The $2.40 price level, previously a significant resistance zone, has now potentially flipped into a new support area. Additionally, the $2.60 level may serve as an immediate support before this zone. Following the sharp rally, a mild correction began after the price peaked near the $2.90 region, indicating short-term profit-taking amid sustained bullish sentiment.
Near Protocol (NEAR/USD) Market Data
- NEAR/USD Price Now: $2.76
- NEAR/USD Market Capitalization: 3.7 billion
- NEAR/USD Circulating Supply: 1.3 billion NEAR
- NEAR/USD Total Supply: 1.33 billion NEAR
- NEAR/USD CoinMarketCap Ranking: #32
Key Levels to Watch
- Resistance: $2.80, $2.90, $3.00
- Support: $2.20, $2.10, $2.00
Near Protocol (NEAR/USD) Daily Chart
Today’s Near Protocol trading session has seen a strong bullish recovery, signaling heightened buying activity in the Near Protocol market. This surge suggests that a possible underlying catalyst may be fueling the renewed momentum.
Over a broader time frame, the market has been in a consolidation phase. During October, a notable spike in volatility caused the price to decline from the $2.60 level to around $2.00. However, the current bullish momentum in the crypto signal marks a potential shift in market sentiment.

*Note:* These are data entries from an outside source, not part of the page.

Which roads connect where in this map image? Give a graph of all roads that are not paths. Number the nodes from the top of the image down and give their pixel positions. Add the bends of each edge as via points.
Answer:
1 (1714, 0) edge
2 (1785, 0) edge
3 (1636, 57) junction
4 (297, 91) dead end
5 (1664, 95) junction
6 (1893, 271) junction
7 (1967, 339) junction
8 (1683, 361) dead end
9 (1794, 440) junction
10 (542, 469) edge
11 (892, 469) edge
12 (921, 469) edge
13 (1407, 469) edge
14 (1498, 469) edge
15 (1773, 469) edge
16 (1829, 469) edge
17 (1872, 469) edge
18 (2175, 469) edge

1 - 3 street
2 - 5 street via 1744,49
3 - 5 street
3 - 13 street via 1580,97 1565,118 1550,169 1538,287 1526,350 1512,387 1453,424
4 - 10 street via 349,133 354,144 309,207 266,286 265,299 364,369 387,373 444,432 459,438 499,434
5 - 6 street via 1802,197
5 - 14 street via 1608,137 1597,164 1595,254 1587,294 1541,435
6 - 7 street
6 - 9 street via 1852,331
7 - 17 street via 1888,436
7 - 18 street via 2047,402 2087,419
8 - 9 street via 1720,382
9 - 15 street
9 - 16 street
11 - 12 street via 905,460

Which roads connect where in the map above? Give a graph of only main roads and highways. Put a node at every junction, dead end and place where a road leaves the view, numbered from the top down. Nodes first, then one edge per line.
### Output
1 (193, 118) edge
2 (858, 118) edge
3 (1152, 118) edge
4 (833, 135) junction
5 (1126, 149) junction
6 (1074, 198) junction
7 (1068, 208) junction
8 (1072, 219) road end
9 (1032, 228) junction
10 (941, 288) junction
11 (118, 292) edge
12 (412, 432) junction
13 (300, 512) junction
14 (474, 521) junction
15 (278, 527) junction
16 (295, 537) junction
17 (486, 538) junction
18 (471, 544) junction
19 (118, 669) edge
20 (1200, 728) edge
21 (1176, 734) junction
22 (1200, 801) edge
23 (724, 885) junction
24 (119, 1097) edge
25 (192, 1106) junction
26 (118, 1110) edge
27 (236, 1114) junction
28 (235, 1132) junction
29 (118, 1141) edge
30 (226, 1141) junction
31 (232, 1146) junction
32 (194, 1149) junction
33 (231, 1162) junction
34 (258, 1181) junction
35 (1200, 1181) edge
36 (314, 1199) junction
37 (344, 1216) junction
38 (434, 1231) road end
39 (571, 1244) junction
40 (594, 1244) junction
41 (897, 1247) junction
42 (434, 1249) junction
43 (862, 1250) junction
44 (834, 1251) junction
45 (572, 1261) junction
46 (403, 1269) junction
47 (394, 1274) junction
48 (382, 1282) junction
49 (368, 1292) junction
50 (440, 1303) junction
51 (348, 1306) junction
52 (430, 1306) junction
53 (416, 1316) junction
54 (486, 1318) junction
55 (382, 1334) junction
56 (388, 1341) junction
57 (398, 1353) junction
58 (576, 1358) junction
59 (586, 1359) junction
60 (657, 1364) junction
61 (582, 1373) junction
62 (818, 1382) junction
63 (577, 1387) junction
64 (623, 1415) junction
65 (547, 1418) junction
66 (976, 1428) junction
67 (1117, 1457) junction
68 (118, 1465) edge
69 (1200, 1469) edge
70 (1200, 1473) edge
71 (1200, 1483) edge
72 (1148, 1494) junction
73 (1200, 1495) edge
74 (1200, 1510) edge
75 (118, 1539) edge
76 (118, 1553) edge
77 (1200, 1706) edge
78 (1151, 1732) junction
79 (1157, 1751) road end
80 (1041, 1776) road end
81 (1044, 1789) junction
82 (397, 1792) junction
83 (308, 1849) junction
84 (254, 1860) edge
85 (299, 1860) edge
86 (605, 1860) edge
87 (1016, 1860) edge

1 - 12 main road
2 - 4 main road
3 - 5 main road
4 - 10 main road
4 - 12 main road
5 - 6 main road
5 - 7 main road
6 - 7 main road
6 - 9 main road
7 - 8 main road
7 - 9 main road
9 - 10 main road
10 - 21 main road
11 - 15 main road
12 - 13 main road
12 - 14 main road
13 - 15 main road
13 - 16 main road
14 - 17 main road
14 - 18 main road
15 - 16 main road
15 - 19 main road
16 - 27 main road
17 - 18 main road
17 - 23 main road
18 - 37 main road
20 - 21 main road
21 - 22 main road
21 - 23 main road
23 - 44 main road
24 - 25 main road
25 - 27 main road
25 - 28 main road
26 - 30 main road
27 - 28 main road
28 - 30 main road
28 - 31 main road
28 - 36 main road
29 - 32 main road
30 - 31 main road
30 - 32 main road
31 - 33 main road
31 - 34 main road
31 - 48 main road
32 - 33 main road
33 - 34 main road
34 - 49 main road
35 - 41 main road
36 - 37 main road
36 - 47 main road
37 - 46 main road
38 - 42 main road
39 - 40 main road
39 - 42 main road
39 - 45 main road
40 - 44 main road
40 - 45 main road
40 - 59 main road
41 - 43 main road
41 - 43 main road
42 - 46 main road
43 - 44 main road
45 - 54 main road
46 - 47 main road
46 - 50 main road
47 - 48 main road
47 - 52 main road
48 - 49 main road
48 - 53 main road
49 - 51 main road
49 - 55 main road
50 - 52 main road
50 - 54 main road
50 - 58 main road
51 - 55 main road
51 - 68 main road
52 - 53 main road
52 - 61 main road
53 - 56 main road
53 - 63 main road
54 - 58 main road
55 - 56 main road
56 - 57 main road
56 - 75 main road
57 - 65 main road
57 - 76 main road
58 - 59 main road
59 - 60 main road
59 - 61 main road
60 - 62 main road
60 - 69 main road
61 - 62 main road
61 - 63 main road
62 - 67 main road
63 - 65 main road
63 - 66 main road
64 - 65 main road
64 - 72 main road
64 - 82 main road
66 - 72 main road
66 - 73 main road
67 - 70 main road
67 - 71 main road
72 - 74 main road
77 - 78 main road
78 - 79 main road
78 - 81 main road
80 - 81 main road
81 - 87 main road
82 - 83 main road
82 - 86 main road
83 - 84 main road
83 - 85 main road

If the bulls manage to sustain support around the $2.60 level, the upward trajectory could extend toward the $3.00 resistance zone. A successful breakout above this threshold may open the path for further advancement toward the $3.20 level, confirming the continuation of the bullish trend.

NEAR/USD 4-Hour Chart Outlook
From the 4-hour chart perspective, bullish momentum remains notably strong. However, such strength often precedes a corrective phase, and a minor pullback may be expected. Although a brief correction has already begun, the renewed buying pressure continues to keep the market on an upward trajectory.
Technical indicators show that the price action is moving into the overbought region, suggesting that a more pronounced correction could still occur. The $2.40 level may serve as a potential re-entry zone for bullish traders. It would be prudent to wait for a pullback and confirmation of support around this area before re-entering long positions.